Why Translation is Uberizable

Why Translation is Uberizable

Linguists and computer scientists have been trying for years to crack the translation riddle: how can you design machine translation systems that are just as accurate as human translators?

The difficulty of this challenge has led some to pronounce translation a “non-commodity” that cannot be sold across different markets.  A commodity is a product that is fungible (i.e. a product that is standard enough that units are interchangeable) and thus can be exchanged according to a set metric of value. For something to be truly “uberizable” and exchanged in a sharing economy, it must meet the criteria of a commodity.

At first glance, translation doesn’t seem to meet these standards. Detractors point to a number of reasons for why; measuring the quality of translations is near impossible; human translation is unquantifiable in quality because translators get better as they accrue more experience; and translations often require subject knowledge, so not all translators can do all jobs. Perhaps translation can’t be distributed widely as a product after all.

But for years, the localization industry has been working to make translation just that: a commodity that can be bought and sold according to measurable standards (For example, some in the industry have devised quality metrics like J2450). Companies like CSOFT, Stepes’ parent company, leverage translation memory to accumulate past translations of technical texts and terms and use them to produce more accurate and consistent future translations. Subject matter experts and translators with an industry specialization are used technical accuracry. They employ standardized workflows and post-translation quality inspection mechanisms to check and edit translations.

Importantly, Stepes does not bypass any of these quality inspection processes that any translation service or localization company would use to guarantee post-translation quality. What Stepes does depart from traditional translation processes is during the actual translation process itself. Everything from assigning translation projects, hiring translators, uploading documents, line-by-line translation, checking technical terms, and making payments is done through the Stepes mobile app. As a result, the app eliminates much of the overhead costs usually spent on managing translation projects. For the translator, Stepes also offers a much more streamlined platform for translation by eliminating any unnecessary technical features like translation tags. Stepes changes the way we translate, but it does not skimp on post-translation quality checks.

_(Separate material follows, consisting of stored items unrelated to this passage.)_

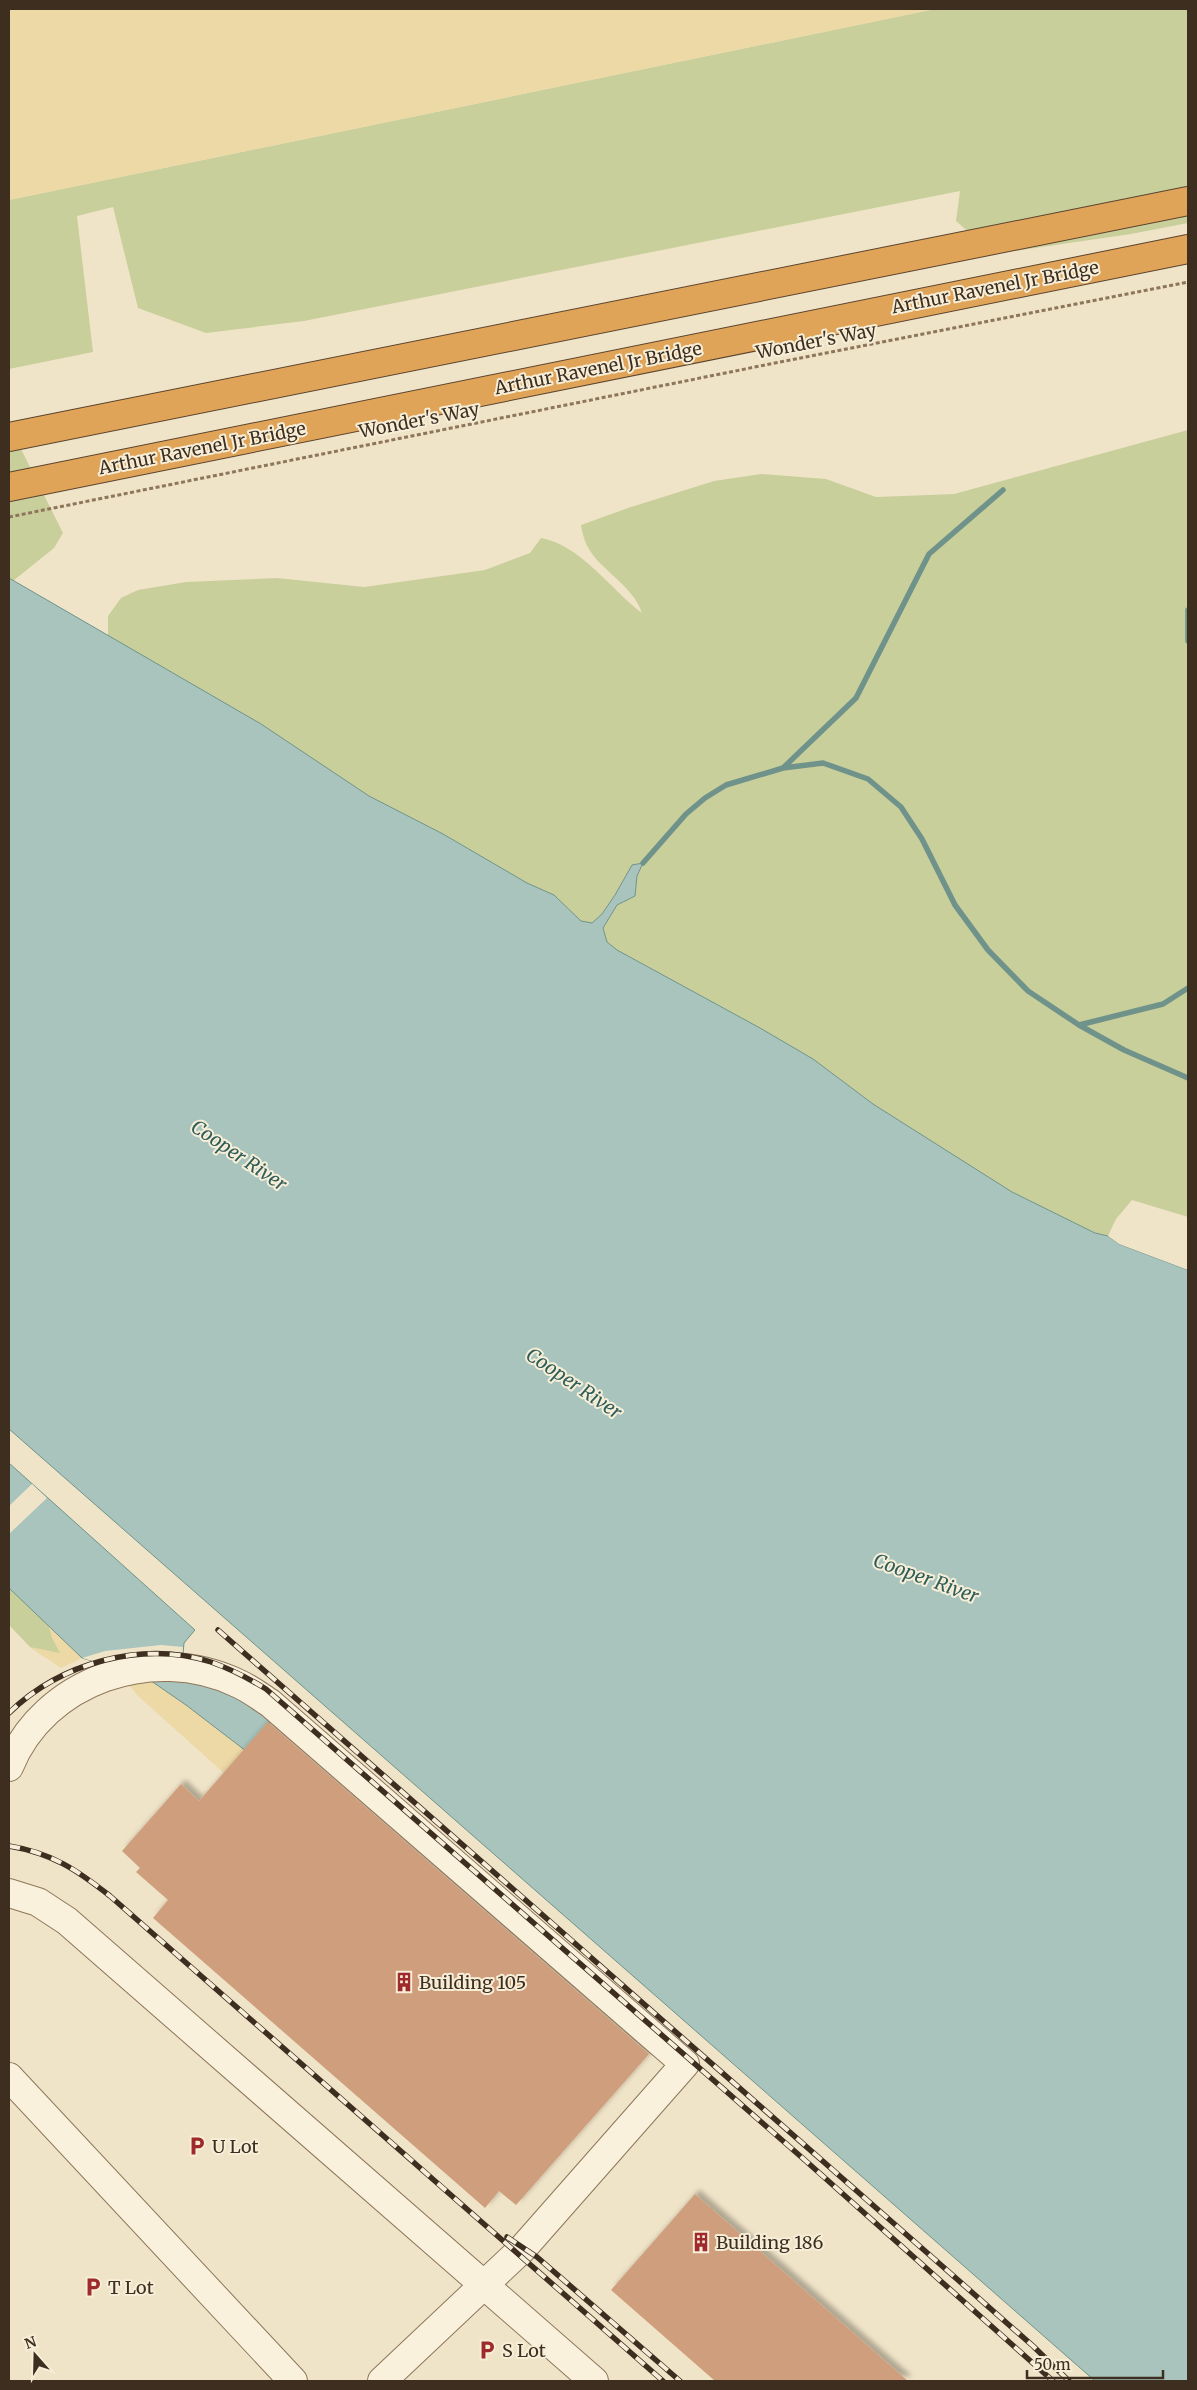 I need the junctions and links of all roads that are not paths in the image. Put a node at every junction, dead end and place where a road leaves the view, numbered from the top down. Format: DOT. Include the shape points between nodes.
graph roads {
  1 [pos="1188,201"];
  2 [pos="1188,248"];
  3 [pos="9,437"];
  4 [pos="9,487"];
  5 [pos="10,1762"];
  6 [pos="9,1893"];
  7 [pos="9,2077"];
  8 [pos="484,2285"];
  9 [pos="293,2381"];
  10 [pos="382,2381"];
  11 [pos="594,2381"];
  1 -- 3 [label="highway"];
  2 -- 4 [label="highway, Arthur Ravenel Jr Bridge"];
  5 -- 8 [label="lane" via="31,1728 47,1710 98,1679 135,1668 172,1667 237,1682 270,1703 685,2064 523,2248"];
  6 -- 8 [label="lane" via="38,1902 67,1921"];
  7 -- 9 [label="lane"];
  8 -- 10 [label="lane"];
  8 -- 11 [label="lane"];
}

As many in the language industry note, there is a huge diversity in the type of content that needs to be translated.  For example, a translator without subject matter expertise might render an especially technical text – for example, an automotive user manual or a medical product description – nonsensical or unreadable. How can you commoditize translation when source texts can come in all shapes and forms?

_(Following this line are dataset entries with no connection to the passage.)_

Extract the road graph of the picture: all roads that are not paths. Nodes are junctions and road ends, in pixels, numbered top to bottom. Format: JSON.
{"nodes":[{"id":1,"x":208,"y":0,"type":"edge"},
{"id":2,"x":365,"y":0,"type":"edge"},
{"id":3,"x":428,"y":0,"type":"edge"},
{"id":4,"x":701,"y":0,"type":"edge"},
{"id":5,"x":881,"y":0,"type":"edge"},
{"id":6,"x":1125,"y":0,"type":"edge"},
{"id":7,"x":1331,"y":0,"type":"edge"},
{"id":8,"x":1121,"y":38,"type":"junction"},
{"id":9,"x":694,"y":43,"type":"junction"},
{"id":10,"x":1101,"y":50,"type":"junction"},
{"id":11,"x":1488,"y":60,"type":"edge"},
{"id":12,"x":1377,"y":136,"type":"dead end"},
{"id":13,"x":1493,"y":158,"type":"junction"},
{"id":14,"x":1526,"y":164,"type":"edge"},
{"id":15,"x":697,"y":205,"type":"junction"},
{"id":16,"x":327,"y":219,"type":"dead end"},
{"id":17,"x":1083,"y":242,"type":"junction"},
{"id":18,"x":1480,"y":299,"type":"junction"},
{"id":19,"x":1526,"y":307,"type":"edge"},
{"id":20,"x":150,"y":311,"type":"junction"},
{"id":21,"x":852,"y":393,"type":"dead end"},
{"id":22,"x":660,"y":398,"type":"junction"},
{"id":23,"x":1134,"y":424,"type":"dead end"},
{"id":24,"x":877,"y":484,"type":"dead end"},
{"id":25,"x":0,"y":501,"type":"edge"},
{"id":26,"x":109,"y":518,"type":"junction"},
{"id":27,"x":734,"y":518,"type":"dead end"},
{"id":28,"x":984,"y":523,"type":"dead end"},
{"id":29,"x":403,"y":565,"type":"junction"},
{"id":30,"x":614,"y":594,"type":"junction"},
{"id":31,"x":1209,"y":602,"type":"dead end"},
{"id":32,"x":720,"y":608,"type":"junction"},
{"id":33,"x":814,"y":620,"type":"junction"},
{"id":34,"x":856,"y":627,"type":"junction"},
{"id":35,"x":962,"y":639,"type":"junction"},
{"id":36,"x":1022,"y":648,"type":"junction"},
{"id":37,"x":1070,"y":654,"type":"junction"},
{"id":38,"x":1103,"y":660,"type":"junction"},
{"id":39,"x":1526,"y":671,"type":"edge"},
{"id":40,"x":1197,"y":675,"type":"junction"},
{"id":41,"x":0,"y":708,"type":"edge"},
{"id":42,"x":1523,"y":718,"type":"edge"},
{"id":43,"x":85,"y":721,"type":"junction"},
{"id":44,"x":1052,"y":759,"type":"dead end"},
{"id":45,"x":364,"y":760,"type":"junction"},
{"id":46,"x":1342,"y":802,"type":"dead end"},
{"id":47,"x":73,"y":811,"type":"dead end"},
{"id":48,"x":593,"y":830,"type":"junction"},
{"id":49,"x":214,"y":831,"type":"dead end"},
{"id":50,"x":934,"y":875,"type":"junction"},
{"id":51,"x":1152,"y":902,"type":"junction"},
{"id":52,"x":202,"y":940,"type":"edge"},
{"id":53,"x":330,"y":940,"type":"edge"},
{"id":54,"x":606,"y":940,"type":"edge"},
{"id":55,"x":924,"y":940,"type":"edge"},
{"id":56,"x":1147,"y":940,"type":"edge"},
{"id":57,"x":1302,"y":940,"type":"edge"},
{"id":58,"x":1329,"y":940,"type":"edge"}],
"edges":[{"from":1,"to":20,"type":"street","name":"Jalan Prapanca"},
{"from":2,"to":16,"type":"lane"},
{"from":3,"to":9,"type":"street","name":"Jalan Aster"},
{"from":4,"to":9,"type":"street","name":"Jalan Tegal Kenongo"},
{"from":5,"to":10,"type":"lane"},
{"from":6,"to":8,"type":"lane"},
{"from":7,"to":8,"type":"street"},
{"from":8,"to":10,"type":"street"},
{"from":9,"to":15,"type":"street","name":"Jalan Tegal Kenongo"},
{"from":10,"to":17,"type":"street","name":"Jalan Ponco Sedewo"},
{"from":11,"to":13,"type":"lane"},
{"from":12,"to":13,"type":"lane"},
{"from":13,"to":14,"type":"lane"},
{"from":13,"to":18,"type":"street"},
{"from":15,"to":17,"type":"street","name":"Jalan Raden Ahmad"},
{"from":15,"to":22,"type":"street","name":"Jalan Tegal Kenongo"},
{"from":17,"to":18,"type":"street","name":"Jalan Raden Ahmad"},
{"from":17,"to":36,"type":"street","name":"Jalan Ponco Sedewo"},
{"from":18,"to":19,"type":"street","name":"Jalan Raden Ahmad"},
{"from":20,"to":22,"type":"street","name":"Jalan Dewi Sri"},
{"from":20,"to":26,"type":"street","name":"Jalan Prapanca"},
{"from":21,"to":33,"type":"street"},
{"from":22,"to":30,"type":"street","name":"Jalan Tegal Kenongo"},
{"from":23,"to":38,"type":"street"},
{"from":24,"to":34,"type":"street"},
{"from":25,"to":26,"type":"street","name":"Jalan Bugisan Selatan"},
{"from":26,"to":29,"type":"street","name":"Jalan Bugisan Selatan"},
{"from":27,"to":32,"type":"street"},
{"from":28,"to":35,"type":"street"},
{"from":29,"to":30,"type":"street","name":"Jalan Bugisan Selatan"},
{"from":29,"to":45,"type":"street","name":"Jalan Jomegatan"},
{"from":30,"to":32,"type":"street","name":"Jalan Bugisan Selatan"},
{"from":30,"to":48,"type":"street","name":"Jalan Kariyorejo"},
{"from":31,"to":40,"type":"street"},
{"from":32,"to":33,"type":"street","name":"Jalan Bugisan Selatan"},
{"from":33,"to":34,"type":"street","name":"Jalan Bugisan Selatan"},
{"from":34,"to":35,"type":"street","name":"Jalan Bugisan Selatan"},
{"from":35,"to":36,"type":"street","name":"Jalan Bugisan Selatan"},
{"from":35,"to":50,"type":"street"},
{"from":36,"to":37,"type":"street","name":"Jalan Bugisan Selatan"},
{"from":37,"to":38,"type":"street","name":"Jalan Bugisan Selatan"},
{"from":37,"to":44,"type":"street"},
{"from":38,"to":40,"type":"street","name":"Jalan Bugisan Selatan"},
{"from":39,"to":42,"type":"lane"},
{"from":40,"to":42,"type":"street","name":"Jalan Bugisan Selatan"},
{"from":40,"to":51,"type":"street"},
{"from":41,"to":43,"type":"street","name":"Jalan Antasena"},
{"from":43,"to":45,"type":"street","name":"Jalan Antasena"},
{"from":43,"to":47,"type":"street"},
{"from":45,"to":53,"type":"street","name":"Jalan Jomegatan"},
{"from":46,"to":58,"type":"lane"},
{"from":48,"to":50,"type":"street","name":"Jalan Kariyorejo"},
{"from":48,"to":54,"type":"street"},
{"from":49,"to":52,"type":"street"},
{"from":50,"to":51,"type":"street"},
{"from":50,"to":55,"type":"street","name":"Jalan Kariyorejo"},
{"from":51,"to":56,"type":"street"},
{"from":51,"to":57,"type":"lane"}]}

Stepes was expressly designed with this problem in mind. It’s easy-to-use mobile application that allows anyone bilingual to translate directly from their smartphone, anywhere and at any time. Stepes’ success rides on the idea that translation can not only be a fulltime career, but also an activity that everyone multilingual can participate in – and earn money while doing so. By opening up the translation process to a much wider pool of people, we can enable more subject matter experts – doctors, lawyers, artists, professors, and engineers – to participate in translation. Those that otherwise would never consider contributing to translation can now lend their language skills and industry knowledge to improving the quality of translated content.

Another objection to translation’s commoditization is the human error and associated with human translation. Translators are human beings who accrue more experience as they go along; more experienced translators are those that have been working for longer. How do you quantify and reflect experience when selling translation?

To address this issue, Stepes has a built-in evaluation and review system, where clients or their language reviewers can give feedback on each individual translator and their work. Globalizers would also be able to review the profiles of all Stepes translators, view samples of their previous work, and look at their reviews from previous clients. By increasing transparency and accountability in the translation process, Stepes will not only improve translation quality but also highlight the best translators. Such a system would also help identify subject matter experts and translators with a focus on particular industries. In the longer term, this online marketplace of translators would reward experience, skill, and specialization.

In some ways, yes, a translation cannot be commoditized. The process of translation however, can be standardized to a great degree to leverage technology and operating mechanisms so that human translators can produce accurate translations that still maintain the personal touch and cultural nuance that define a truly great translation.  Stepes aims to shift the process of translation onto mobile, and in doing so, give more people the opportunity to use their language talents and drive down translation costs.

Ultimately, translation is still an art rather than a science; the elusive qualities that make human translation better than any machine translation software are precisely the former’s capacity for subjectivity and creativity rather than the latter’s algorithmic rationality. Stepes seeks to preserve this human touch in translation while democratizing who can translate and receive translations.